Smyth v. Hawthorn

Decision Date02 February 1832
CitationSmyth v. Hawthorn, 3 Rawle 355 (Pa. 1832)
PartiesSMYTH v. HAWTHORN.
CourtPennsylvania Supreme Court

IN ERROR.

The endorser of a promissory note cannot contest the right of a surviving partner to sue upon it as such, and call upon him to show the consideration he paid for it, or the manner in which it came into his possession, upon an allegation that it belonged to the deceased partner in his individual capacity where it does not appear that the administrator of the deceased partner denies that the interest is vested in the plaintiff as surviving partner; and even if the note did belong to the deceased partner in his individual right, the presumption is, in the absence of proof to the contrary, that the plaintiff came honestly by it for a full and valuable consideration.

It is sufficient proof of the delivery of a notice, that it was sent in a letter by the post, without proving that the letter was received; provided the delivery be on the day, on which the notice should be given.

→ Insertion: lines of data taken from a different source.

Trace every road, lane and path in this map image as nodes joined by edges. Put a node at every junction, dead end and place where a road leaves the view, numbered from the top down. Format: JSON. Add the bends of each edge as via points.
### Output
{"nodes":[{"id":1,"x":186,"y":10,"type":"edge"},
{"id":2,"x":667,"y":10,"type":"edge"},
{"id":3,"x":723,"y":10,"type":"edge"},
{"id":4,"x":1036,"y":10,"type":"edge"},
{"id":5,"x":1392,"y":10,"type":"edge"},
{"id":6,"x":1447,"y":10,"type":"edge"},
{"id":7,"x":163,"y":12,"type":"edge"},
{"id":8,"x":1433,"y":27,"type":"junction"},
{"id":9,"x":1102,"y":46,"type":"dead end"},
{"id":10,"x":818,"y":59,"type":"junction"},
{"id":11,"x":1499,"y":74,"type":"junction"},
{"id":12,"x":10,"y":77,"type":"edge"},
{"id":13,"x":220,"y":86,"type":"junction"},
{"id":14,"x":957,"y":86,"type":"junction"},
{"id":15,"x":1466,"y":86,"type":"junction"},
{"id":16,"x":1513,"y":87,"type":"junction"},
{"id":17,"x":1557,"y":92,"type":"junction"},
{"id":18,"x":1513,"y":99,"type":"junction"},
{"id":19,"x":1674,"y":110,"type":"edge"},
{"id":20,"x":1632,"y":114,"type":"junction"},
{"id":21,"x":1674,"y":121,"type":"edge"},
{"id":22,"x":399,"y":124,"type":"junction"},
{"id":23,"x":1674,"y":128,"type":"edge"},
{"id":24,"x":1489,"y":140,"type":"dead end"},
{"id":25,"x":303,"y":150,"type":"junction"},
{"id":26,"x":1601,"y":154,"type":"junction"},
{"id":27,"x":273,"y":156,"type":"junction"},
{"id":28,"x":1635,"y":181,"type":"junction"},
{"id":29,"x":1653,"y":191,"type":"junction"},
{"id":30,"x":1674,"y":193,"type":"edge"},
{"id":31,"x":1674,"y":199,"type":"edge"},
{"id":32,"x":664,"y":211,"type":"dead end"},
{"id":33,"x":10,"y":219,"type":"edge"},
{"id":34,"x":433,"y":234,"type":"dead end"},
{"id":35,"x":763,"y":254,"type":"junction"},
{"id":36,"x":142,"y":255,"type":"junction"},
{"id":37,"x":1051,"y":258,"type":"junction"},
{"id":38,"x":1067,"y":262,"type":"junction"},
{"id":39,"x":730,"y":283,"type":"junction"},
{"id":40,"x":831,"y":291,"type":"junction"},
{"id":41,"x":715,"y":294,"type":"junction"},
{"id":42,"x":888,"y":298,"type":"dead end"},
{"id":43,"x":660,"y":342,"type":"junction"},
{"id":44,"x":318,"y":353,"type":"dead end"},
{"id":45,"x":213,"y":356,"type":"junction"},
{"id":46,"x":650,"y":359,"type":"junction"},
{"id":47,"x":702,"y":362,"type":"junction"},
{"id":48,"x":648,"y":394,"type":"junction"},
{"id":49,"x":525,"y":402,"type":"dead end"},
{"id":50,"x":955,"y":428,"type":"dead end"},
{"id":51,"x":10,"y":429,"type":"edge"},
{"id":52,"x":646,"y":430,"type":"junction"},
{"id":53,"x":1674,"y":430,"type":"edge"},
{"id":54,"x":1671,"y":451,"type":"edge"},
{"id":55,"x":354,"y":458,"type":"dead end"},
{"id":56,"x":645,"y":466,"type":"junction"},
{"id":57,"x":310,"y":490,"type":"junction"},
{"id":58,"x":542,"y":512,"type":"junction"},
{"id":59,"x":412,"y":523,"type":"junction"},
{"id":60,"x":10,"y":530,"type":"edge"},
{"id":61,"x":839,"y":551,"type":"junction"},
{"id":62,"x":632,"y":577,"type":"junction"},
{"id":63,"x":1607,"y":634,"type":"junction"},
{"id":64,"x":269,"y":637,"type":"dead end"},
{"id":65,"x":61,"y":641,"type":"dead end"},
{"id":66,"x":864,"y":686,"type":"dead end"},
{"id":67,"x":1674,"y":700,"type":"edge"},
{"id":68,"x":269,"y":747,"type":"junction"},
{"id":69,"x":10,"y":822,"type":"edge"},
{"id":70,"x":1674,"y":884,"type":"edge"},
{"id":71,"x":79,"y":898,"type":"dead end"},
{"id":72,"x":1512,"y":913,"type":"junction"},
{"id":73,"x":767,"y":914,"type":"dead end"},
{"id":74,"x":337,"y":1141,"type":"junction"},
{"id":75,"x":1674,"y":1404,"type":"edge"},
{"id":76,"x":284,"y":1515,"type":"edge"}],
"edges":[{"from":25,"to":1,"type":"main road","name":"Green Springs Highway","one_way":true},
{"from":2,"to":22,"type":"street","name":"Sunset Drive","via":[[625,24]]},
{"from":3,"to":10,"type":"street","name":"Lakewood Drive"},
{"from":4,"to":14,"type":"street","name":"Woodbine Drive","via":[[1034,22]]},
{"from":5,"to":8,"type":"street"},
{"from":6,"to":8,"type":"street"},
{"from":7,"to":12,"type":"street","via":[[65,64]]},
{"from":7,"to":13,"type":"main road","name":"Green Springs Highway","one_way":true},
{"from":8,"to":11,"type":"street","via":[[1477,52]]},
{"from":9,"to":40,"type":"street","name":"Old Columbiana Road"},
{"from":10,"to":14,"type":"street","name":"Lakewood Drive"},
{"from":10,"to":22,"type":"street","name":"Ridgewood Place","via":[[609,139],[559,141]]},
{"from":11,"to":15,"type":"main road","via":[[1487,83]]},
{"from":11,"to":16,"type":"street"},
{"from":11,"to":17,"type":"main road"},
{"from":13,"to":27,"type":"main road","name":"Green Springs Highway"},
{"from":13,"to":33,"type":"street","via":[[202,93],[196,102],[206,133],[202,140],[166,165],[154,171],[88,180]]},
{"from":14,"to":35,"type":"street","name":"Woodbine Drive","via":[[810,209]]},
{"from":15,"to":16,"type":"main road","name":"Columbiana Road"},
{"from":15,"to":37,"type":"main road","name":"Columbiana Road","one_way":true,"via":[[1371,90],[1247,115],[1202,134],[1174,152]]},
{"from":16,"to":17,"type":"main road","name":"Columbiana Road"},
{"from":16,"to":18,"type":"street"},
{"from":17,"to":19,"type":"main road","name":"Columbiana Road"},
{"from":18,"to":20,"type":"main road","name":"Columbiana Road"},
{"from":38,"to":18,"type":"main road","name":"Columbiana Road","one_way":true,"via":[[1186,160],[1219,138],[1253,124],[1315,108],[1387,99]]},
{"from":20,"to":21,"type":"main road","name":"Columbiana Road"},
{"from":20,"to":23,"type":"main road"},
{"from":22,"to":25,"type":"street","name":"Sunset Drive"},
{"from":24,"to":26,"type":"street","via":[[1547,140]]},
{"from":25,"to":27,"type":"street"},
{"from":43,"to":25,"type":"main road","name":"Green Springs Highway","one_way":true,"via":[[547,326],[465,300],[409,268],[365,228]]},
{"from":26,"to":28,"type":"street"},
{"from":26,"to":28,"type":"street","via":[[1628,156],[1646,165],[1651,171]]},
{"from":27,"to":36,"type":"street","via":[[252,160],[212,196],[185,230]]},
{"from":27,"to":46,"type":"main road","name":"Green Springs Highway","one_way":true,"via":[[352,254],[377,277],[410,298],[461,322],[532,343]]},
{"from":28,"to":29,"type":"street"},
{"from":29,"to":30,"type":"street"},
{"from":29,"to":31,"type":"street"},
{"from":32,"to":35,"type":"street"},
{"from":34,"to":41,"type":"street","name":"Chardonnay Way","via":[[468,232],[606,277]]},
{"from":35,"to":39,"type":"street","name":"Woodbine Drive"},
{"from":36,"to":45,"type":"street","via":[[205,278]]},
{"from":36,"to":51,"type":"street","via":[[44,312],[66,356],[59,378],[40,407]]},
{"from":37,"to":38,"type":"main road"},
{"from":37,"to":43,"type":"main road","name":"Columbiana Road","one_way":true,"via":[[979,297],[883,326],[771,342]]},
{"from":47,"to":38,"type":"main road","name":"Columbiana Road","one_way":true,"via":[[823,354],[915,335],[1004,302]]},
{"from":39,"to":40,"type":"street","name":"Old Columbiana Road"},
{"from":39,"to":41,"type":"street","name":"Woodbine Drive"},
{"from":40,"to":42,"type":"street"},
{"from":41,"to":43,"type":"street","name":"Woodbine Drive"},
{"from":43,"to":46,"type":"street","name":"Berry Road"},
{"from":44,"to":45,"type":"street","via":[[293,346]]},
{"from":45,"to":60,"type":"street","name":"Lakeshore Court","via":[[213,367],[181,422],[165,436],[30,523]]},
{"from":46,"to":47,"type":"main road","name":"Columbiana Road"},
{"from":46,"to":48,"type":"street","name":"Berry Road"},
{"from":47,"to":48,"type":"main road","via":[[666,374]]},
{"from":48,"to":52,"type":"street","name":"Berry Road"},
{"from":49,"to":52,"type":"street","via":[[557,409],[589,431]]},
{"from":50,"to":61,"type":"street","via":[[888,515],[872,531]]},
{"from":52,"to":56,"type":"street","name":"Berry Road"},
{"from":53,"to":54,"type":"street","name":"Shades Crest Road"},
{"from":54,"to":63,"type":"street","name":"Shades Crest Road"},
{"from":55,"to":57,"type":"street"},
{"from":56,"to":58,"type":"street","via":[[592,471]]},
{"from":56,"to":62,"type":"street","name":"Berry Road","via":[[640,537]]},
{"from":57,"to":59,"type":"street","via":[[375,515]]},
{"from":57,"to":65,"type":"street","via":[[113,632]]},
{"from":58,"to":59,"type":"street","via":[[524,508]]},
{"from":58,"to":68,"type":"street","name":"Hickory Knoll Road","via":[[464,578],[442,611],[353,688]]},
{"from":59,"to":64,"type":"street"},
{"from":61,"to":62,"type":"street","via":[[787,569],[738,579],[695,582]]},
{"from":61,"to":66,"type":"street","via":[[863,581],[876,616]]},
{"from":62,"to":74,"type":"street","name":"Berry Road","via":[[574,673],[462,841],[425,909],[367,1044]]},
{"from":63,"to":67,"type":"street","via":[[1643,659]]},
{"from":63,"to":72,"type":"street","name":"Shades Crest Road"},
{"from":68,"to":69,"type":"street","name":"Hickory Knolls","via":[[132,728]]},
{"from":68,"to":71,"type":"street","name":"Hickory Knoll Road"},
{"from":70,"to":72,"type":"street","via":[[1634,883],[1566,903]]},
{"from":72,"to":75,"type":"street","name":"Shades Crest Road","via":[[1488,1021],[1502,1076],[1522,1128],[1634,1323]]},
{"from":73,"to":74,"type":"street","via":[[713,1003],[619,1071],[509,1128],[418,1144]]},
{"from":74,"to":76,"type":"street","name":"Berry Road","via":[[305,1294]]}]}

A duplicate original, or copy of a notice is good evidence without notice to produce the original.

And where a written notice has been given, but no duplicate or copy kept, it is not requisite to give notice to produce the notice.

Where a promissory note became due in New York on Saturday when it was protested, and on the following Monday the notary enquired, where the defendant, who was the first endorser resided, of a subsequent endorser, who only knew that he resided out of the city of New York, and went to a former holder of the note to obtain information, and on the following day notice of the dishonor of the note was sent through the post office to the defendant in Philadelphia Held, that the notice was sufficient to render the defendant liable.

What is sufficient notice to an endorser of the dishonour of a promissory note, and what dispenses with notice, when it has not been given.

ON a writ of error to the District Court for the city and county of Philadelphia, it appeared that this action was brought by the defendant in error, John N. Hawthorn, as surviving partner of the late firm of M'Clintock Hawthorn & Co. to recover the amount due upon a promissory note, drawn by John G. Gannon in favour of, and endorsed by John Smyth, the defendant below and plaintiff in error, for three hundred and sixteen dollars, and twenty-five cents, dated New York, February 9th, 1826, and payable six months after date.

On the trial in the court below the plaintiff offered in evidence the depositions of William Seaman and John M'Quade, to prove that he had received the note in question from M'Clintock after the dissolution of the partnership; that a letter had been written by M'Quade to the defendant below, and put into the post office at New York on the 15th of August, 1826, directed to the defendant in Philadelphia, informing him that the note had not been paid, and that it had been returned by M'Quade to M'Clintock. This evidence was objected to by the counsel for the defendant, because no notice had been given to him to produce the letter, and because the contents and words of the letter were not set forth in the depositions.

The Judge before whom the cause was tried overruled the objection, and admitted the evidence, which was the first error assigned in this court.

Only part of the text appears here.